At our request, History Detectives producer Jennifer Silverman, who is employed by show producer Lion TV, provided the following narrative to help shed light on the behind-the-scenes issues, and offer an explanation as to why the show's loose ends couldn't be tied. It was strongly stressed in supplying the following that it is the show's position that it is not in the business of resolving ownership.

"In the fall of 2011, when we started researching this story in earnest, Associate Producer Tom McNamara reached out to Jeff Rosen, Bob Dylan’s manager, via email and phone.

"The reason was threefold: see if Mr. Dylan would look at the guitar and lyrics, see if Mr. Dylan would appear on our show, and see if Mr. Dylan would grant access for us to view his papers currently housed at the Morgan Library (he needs to sign off).

"Mr. Rosen was kind and courteous, and said that he would, off the record, take a look at the guitar and lyrics. He said that he (Jeff Rosen) would not appear on camera, and was vague about whether or not he would involve Mr. Dylan.

"Tom set up a meeting in October. By then, we had gotten a lot of positive feedback from our experts that this might, indeed, be the Newport Guitar. We had also reviewed the series of letters between Dawn Peterson, the contributor, and Dylan’s attorney, Orin Snyder, from 2005, where they went back and forth on ownership. It is not History Detectives’ position to make a determination of ownership.

"Lion TV had a materials release with Dawn that says, more or less, that the guitar and lyrics would remain in our possession during research, and that we would take good care of the items. At this point, we had to consider the possibility that Dylan’s management could ask for the guitar back; something we, as the production company couldn’t accommodate. We asked Mr. Rosen to meet us in the Lion Production offices; he said we need to meet in his offices.

"Finally, we decided we couldn’t take the risk to bring the guitar and lyrics to Mr. Rosen’s office without a guarantee that we would be able to leave with them. Mr. Rosen was as kind and courteous as ever when Tom brought this up, but at this point, via email, he referred us to Mr. Dylan’s attorney, Orin Snyder, who was cc:ed on the email.

"Mr. Snyder did not reach out to us at this time and we did not reach out to him. We shot the story in December and January. When we were finished shooting, I sent two emails to Mr. Snyder, asking him to comment and did not receive a reply." After reading the above and knowing Bob Dylan's reputation as a recluse, the next mystery may well be whether his palace guard even told him any of this was going on, and if they had, would he have cared."

Expect to hear a lot more about the controversy surrounding Dylan's guitar in the coming days.

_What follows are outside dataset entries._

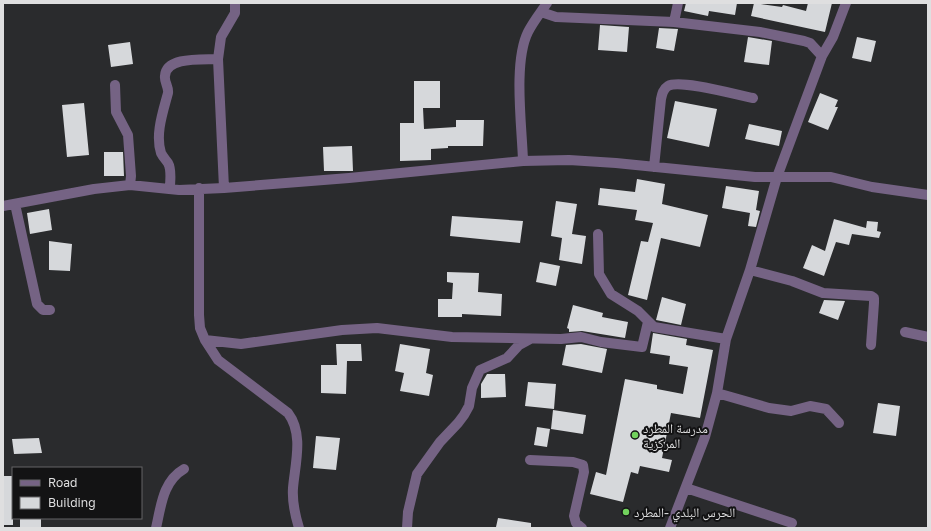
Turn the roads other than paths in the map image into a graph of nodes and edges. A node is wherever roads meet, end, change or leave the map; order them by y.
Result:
1 (235, 3) edge
2 (547, 3) edge
3 (678, 3) edge
4 (846, 3) edge
5 (541, 12) junction
6 (674, 22) junction
7 (822, 56) junction
8 (218, 59) junction
9 (115, 85) dead end
10 (753, 98) dead end
11 (523, 161) junction
12 (654, 167) junction
13 (777, 177) junction
14 (130, 185) junction
15 (170, 188) junction
16 (199, 188) junction
17 (224, 188) junction
18 (928, 195) edge
19 (16, 204) junction
20 (3, 206) edge
21 (598, 234) dead end
22 (750, 270) junction
23 (50, 310) dead end
24 (648, 322) junction
25 (905, 332) dead end
26 (928, 337) edge
27 (530, 338) junction
28 (726, 339) junction
29 (205, 340) junction
30 (870, 345) dead end
31 (717, 393) junction
32 (839, 423) dead end
33 (530, 460) dead end
34 (184, 469) dead end
35 (686, 488) junction
36 (792, 523) dead end
37 (156, 528) edge
38 (298, 528) edge
39 (407, 528) edge
40 (582, 528) edge
41 (670, 528) edge

1 - 8 street
2 - 5 street
3 - 6 street
4 - 7 street
5 - 6 street
5 - 11 street
6 - 7 street
7 - 13 street
8 - 15 street
8 - 17 street
9 - 14 street
10 - 12 street
11 - 12 street
11 - 17 street
12 - 13 street
13 - 18 street
13 - 22 street
14 - 15 street
14 - 19 street
15 - 16 street
16 - 17 street
16 - 29 street
19 - 20 street
19 - 23 street
21 - 24 street
22 - 28 street
22 - 30 street
24 - 27 street
24 - 28 street
25 - 26 street
27 - 29 street
27 - 39 street
28 - 31 street
29 - 38 street
31 - 32 street
31 - 35 street
33 - 40 street
34 - 37 street
35 - 36 street
35 - 41 street

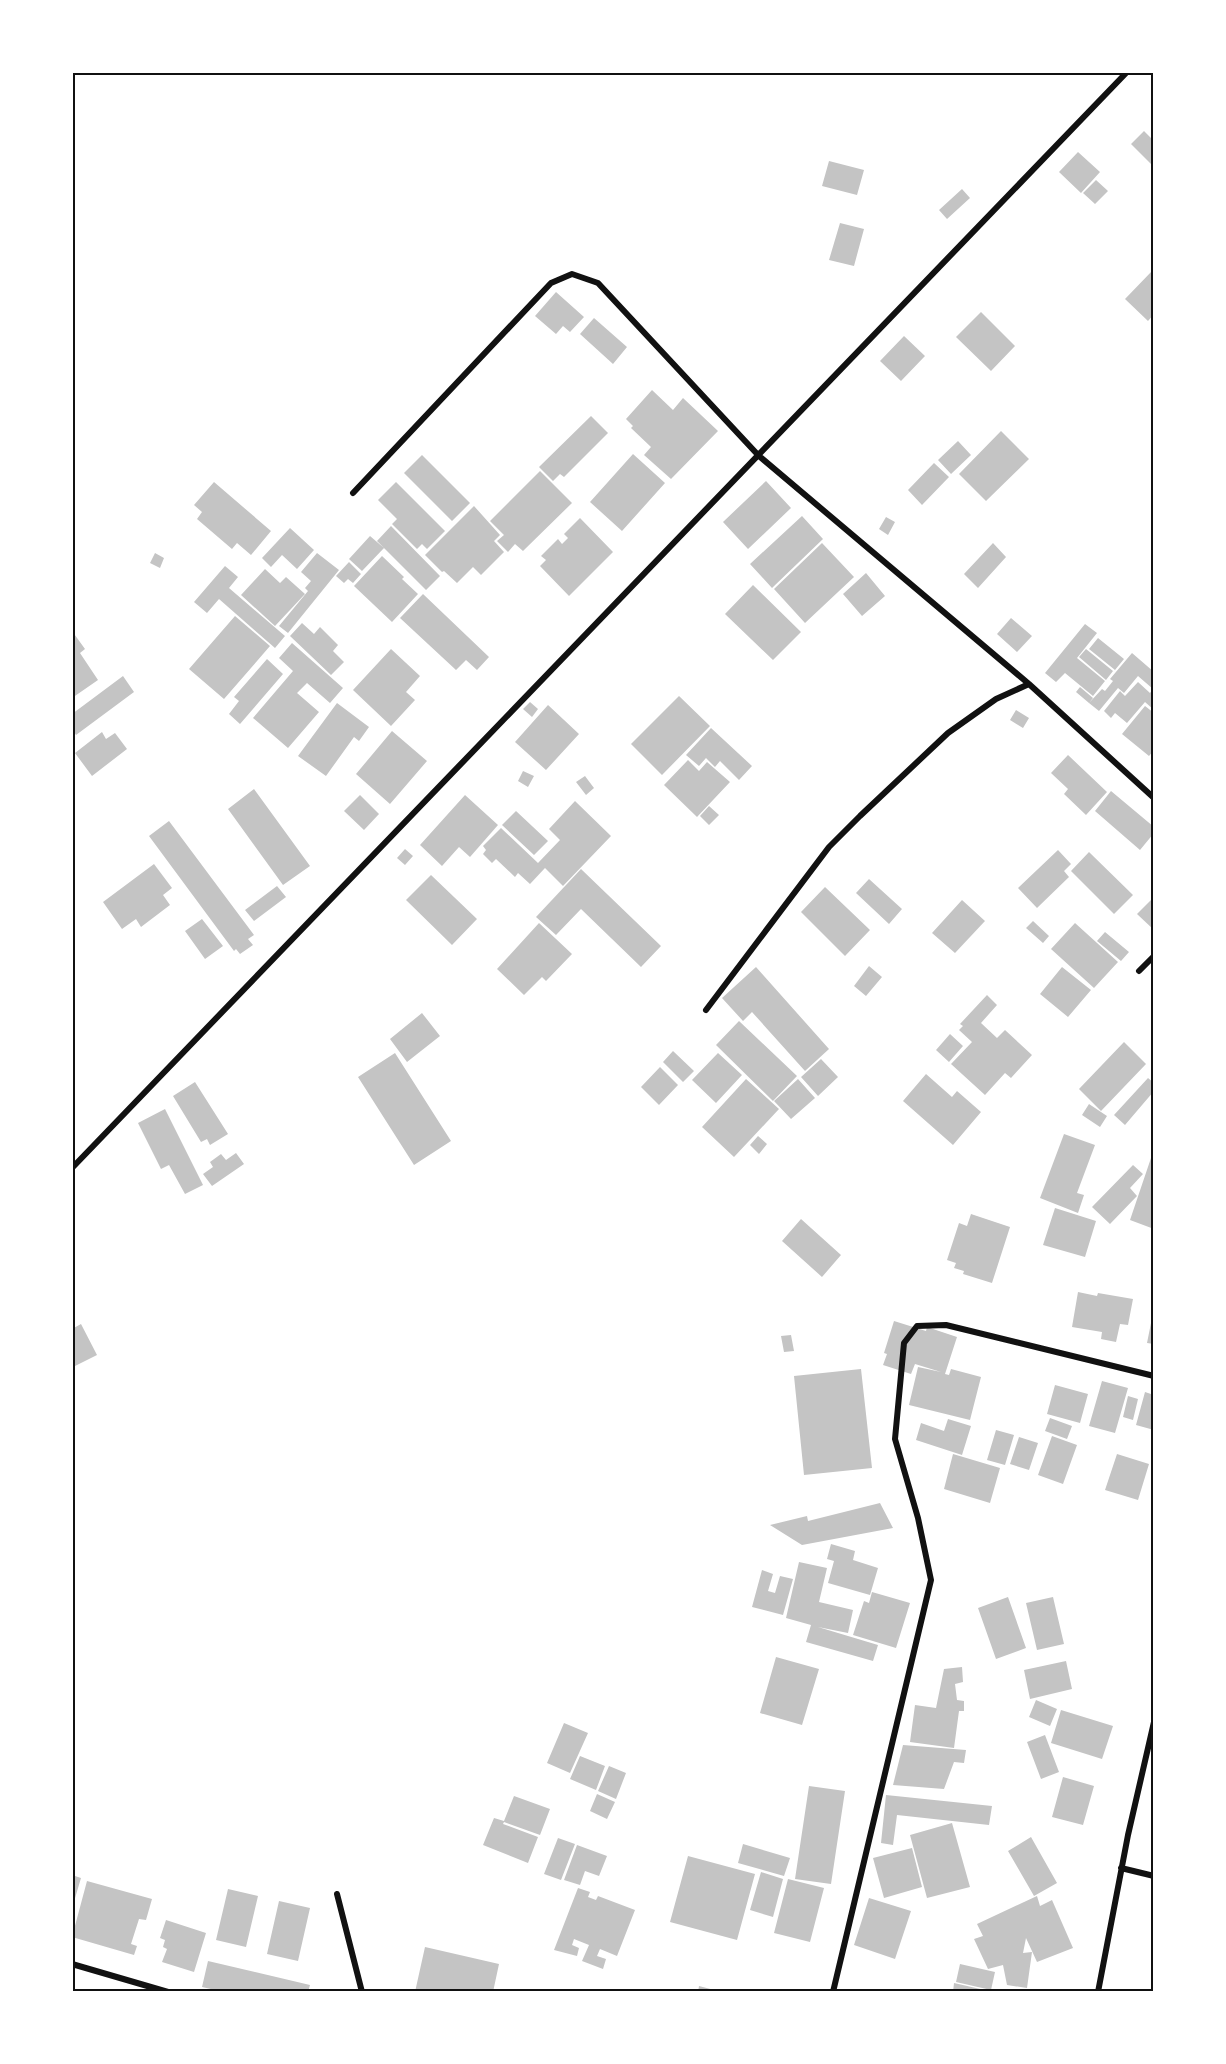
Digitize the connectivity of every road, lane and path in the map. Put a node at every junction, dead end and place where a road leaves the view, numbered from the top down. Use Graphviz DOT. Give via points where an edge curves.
graph roads {
  1 [pos="1127,72"];
  2 [pos="759,456"];
  3 [pos="353,493"];
  4 [pos="1029,684"];
  5 [pos="1154,798"];
  6 [pos="1154,956"];
  7 [pos="1139,971"];
  8 [pos="706,1010"];
  9 [pos="72,1168"];
  10 [pos="1154,1376"];
  11 [pos="1154,1722"];
  12 [pos="1121,1868"];
  13 [pos="1154,1876"];
  14 [pos="337,1894"];
  15 [pos="72,1964"];
  16 [pos="168,1992"];
  17 [pos="362,1992"];
  18 [pos="833,1992"];
  19 [pos="1098,1992"];
  1 -- 2 [label="street"];
  2 -- 3 [label="street" via="598,283 572,274 551,283"];
  2 -- 4 [label="street"];
  2 -- 9 [label="street"];
  4 -- 5 [label="street"];
  4 -- 8 [label="street" via="996,699 948,733 829,847"];
  6 -- 7 [label="street"];
  10 -- 18 [label="street" via="946,1325 916,1326 904,1344 895,1438 931,1580"];
  11 -- 12 [label="street"];
  12 -- 13 [label="street"];
  12 -- 19 [label="street"];
  14 -- 17 [label="street"];
  15 -- 16 [label="street"];
}
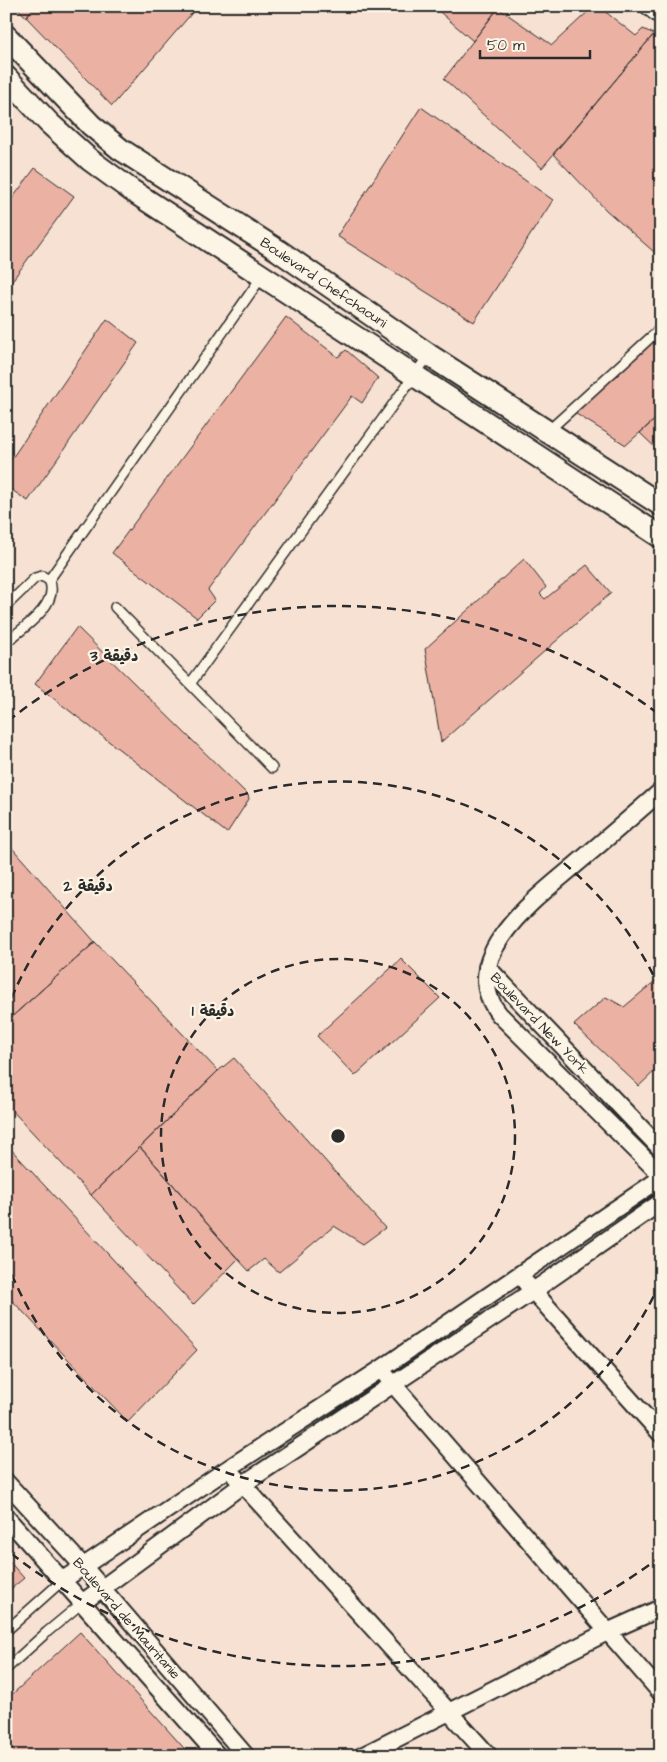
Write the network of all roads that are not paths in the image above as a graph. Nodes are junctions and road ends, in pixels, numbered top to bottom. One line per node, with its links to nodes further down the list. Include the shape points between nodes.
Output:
1 (642, 6): 2 (lane)
2 (661, 21)
3 (6, 36): 7 (street, Boulevard Chefchaouni, via 91,125 120,149 279,251)
4 (6, 77): 5 (street, Boulevard Chefchaouni, via 90,160)
5 (263, 275): 8 (street, Boulevard Chefchaouni); 12 (lane)
6 (661, 328): 9 (lane)
7 (429, 355): 8 (lane); 9 (street, Boulevard Chefchaouni)
8 (415, 376): 11 (street, Boulevard Chefchaouni); 16 (lane)
9 (547, 432): 10 (street, Boulevard Chefchaouni)
10 (661, 505)
11 (661, 537)
12 (49, 580): 13 (lane, via 42,576 35,578); 15 (lane, via 51,592 46,607)
13 (6, 606)
14 (115, 607): 16 (lane)
15 (6, 642)
16 (190, 684): 17 (lane)
17 (272, 768)
18 (661, 791): 19 (street, via 523,911 500,940)
19 (487, 967): 20 (street, Boulevard New York); 21 (street, Boulevard New York, via 486,982 492,1006)
20 (661, 1149)
21 (661, 1177): 23 (street)
22 (661, 1202): 24 (street)
23 (520, 1276): 24 (street); 25 (street)
24 (532, 1291): 26 (street); 27 (street)
25 (381, 1370): 26 (street); 28 (street)
26 (394, 1384): 30 (street); 38 (street)
27 (661, 1434)
28 (229, 1468): 30 (street); 32 (street)
29 (6, 1482): 32 (street, Boulevard de Mauritanie)
30 (242, 1485): 34 (street); 41 (street)
31 (6, 1517): 33 (street, Boulevard de Mauritanie)
32 (84, 1566): 33 (street); 34 (street, Boulevard de Mauritanie)
33 (64, 1580): 35 (street, Boulevard de Mauritanie); 37 (lane)
34 (101, 1588): 35 (street); 43 (street, Boulevard de Mauritanie)
35 (82, 1603): 39 (lane); 42 (street, Boulevard de Mauritanie)
36 (661, 1608): 38 (street)
37 (6, 1631)
38 (607, 1632): 40 (street); 41 (street)
39 (6, 1669)
40 (661, 1693)
41 (449, 1712): 44 (street); 45 (street)
42 (218, 1756)
43 (246, 1756)
44 (362, 1756)
45 (489, 1756)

7/13/2012: Editor's Note: History Detectives released the following statement in response to a claim by Dylan's attorney that Dylan is in possession of the Newport Folk Festival guitar: "History Detectives stands by its reporting of our story in which we conclude that a contributor to the show is in possession of the Fender Stratocaster played by Bob Dylan at the 1965 Newport Folk Festival. The guitar was authenticated by Andy Babiuk of Rochester, New York, based on the evidence provided – which included close-up color photographs of Mr. Dylan performing at Newport. Mr. Babiuk was able to match the wood grain shown in detail on the photographs with the wood grain of our contributor’s guitar. According to Mr. Babiuk, like a fingerprint, no two wood grains are identical. Mr. Babiuk has previously authenticated numerous guitars including a John Lennon Gretsch 6120 currently on display at the Rock and Roll Hall of Fame, and a Bob Dylan Hummingbird used by Mr. Dylan at President Bill Clinton’s inauguration. History Detectives welcomes the opportunity to examine the guitar which is currently in Mr. Dylan’s possession."